**Data for processing:**
****

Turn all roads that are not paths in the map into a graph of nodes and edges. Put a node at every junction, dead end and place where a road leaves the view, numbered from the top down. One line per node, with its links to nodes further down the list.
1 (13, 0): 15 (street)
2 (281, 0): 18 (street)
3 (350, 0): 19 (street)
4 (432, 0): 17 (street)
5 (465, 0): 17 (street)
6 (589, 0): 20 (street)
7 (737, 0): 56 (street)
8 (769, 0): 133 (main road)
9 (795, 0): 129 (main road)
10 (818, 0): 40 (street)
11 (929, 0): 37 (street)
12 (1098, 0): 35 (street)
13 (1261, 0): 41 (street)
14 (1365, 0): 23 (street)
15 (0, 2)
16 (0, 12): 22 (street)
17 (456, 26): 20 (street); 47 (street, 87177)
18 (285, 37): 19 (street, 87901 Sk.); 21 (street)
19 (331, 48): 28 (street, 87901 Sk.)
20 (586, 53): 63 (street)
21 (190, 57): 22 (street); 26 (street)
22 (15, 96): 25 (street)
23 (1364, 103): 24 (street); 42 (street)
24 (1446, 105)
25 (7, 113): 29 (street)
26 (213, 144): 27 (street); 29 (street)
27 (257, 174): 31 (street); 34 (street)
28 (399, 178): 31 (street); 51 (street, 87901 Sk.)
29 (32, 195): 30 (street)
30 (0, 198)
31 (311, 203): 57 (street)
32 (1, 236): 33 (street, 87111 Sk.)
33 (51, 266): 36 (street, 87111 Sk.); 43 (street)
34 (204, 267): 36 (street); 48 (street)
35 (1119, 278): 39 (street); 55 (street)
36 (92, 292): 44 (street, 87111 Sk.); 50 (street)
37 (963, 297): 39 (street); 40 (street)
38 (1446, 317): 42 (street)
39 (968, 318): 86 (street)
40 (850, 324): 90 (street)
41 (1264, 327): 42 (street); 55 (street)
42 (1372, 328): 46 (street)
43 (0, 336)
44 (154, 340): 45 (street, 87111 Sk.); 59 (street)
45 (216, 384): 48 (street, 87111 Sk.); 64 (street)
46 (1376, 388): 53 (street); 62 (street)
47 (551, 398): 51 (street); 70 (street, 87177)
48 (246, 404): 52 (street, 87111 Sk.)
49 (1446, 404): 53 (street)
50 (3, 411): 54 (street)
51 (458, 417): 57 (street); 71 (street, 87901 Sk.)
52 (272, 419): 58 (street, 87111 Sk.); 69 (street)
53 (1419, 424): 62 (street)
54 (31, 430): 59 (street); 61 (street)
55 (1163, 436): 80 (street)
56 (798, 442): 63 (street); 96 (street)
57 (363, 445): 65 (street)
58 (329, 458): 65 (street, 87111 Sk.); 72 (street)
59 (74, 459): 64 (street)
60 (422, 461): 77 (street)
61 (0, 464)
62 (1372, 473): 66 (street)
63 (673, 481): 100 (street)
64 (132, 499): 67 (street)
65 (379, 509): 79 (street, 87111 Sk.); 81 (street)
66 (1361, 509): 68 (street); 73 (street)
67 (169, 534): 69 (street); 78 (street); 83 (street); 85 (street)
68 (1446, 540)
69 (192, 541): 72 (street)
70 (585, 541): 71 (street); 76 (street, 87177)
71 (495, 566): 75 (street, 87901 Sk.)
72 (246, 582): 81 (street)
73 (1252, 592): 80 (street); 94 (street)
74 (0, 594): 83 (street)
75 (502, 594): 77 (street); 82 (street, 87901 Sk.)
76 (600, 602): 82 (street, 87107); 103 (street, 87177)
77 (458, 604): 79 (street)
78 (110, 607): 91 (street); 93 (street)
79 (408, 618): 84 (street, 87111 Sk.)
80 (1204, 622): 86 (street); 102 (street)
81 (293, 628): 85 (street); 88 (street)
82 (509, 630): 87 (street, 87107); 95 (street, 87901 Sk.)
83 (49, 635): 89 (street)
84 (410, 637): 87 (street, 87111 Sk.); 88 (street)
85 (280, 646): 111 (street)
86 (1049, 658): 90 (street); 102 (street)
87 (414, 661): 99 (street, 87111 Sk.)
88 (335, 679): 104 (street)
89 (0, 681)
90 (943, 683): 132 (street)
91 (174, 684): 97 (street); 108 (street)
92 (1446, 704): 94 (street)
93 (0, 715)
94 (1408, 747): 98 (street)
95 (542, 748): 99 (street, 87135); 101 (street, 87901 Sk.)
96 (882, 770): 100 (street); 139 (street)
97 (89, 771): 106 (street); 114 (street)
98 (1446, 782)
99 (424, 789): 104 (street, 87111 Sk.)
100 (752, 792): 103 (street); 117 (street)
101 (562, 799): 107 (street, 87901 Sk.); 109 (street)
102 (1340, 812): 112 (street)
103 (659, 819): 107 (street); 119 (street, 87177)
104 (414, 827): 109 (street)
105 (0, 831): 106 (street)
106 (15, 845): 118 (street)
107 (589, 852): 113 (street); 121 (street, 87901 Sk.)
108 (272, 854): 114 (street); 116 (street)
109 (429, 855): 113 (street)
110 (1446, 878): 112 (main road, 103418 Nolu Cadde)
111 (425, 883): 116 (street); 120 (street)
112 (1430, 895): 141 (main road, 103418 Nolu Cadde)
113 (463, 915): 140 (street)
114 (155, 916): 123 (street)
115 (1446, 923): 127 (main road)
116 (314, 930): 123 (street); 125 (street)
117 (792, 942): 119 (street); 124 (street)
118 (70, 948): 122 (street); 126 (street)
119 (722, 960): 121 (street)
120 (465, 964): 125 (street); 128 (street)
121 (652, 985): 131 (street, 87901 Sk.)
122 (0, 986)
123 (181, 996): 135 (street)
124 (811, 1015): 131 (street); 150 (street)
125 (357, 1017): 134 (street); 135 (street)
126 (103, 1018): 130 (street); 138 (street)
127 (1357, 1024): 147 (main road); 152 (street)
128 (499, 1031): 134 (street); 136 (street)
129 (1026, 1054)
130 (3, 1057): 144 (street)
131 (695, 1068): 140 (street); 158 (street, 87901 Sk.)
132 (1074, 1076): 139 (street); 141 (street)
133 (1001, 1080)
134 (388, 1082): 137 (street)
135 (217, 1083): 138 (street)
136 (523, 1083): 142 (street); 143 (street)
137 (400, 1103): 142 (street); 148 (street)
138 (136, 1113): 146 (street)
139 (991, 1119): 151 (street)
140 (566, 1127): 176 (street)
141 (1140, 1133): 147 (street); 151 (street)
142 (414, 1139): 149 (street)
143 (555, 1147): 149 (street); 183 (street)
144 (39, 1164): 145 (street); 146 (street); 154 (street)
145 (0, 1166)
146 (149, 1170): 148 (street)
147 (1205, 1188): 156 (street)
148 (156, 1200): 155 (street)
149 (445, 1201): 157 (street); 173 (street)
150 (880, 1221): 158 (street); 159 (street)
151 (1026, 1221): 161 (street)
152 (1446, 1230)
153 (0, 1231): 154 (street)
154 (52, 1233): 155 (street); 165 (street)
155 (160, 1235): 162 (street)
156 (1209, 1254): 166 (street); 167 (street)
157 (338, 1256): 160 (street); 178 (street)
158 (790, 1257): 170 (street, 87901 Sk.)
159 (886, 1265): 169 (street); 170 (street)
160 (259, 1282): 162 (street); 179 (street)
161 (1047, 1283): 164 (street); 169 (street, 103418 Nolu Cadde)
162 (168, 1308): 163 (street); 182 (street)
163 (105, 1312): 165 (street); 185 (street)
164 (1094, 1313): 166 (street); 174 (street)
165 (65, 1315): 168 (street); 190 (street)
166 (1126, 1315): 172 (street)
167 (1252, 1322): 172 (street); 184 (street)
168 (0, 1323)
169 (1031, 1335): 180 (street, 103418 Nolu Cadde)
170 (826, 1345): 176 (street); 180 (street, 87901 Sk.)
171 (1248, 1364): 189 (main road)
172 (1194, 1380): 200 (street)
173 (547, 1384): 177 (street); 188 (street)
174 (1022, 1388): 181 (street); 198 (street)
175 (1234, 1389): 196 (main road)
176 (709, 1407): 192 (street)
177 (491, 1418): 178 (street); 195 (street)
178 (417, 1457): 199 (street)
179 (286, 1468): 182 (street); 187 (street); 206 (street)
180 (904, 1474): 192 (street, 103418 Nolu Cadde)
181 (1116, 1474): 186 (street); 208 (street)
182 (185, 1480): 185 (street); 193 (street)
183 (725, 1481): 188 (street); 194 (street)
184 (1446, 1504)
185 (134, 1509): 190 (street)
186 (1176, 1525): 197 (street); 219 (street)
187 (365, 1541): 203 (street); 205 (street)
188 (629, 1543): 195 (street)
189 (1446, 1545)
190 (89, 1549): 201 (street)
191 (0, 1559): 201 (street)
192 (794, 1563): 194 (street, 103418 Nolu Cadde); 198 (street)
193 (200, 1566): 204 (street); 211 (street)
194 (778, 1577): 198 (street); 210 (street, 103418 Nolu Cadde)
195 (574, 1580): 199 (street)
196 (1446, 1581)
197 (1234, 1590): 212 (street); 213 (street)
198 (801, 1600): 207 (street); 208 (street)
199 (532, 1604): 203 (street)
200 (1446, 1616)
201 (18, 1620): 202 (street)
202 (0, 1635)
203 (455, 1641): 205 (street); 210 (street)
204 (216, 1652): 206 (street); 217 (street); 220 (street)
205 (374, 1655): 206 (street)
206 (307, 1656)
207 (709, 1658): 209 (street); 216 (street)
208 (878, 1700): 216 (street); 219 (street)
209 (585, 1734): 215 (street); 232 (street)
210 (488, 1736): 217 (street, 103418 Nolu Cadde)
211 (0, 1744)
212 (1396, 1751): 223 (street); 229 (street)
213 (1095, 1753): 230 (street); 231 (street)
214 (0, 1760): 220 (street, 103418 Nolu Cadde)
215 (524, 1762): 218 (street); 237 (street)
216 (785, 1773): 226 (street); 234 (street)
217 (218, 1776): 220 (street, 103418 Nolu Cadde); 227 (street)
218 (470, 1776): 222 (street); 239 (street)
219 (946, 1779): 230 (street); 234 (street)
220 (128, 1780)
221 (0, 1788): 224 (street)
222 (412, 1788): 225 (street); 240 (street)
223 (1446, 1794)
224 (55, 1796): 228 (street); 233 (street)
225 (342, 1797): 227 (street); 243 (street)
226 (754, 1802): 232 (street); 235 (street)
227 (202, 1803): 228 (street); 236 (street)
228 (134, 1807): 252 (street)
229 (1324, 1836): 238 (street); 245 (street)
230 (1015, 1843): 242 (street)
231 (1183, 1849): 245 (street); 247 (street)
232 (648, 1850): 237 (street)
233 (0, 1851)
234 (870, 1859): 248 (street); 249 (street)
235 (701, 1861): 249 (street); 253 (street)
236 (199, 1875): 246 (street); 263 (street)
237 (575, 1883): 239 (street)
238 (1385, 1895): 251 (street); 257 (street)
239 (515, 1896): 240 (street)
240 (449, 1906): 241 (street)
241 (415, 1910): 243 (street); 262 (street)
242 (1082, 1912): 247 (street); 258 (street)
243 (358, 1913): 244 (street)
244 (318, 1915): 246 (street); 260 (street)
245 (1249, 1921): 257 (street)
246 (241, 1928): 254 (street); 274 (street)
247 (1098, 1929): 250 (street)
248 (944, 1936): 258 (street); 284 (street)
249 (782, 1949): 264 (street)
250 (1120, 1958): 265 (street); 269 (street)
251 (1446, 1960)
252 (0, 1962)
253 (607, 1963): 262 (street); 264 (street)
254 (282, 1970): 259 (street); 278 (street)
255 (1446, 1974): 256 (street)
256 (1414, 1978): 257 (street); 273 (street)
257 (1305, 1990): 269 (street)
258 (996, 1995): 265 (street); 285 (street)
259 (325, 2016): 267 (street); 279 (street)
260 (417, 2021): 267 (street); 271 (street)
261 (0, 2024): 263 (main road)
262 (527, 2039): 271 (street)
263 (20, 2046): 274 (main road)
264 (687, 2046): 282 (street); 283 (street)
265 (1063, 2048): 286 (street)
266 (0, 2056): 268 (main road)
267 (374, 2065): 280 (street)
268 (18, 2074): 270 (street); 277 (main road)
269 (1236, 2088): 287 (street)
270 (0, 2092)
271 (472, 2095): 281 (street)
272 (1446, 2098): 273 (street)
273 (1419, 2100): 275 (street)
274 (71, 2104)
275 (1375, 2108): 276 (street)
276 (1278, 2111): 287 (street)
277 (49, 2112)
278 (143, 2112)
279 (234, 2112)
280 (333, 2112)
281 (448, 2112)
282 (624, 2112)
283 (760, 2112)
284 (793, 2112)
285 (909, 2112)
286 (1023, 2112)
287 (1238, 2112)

****

**Requirement:**
Search the entries for "Cadde" and copy out each line that has it.

**Completed task:**
110 (1446, 878): 112 (main road, 103418 Nolu Cadde)
112 (1430, 895): 141 (main road, 103418 Nolu Cadde)
161 (1047, 1283): 164 (street); 169 (street, 103418 Nolu Cadde)
169 (1031, 1335): 180 (street, 103418 Nolu Cadde)
180 (904, 1474): 192 (street, 103418 Nolu Cadde)
192 (794, 1563): 194 (street, 103418 Nolu Cadde); 198 (street)
194 (778, 1577): 198 (street); 210 (street, 103418 Nolu Cadde)
210 (488, 1736): 217 (street, 103418 Nolu Cadde)
214 (0, 1760): 220 (street, 103418 Nolu Cadde)
217 (218, 1776): 220 (street, 103418 Nolu Cadde); 227 (street)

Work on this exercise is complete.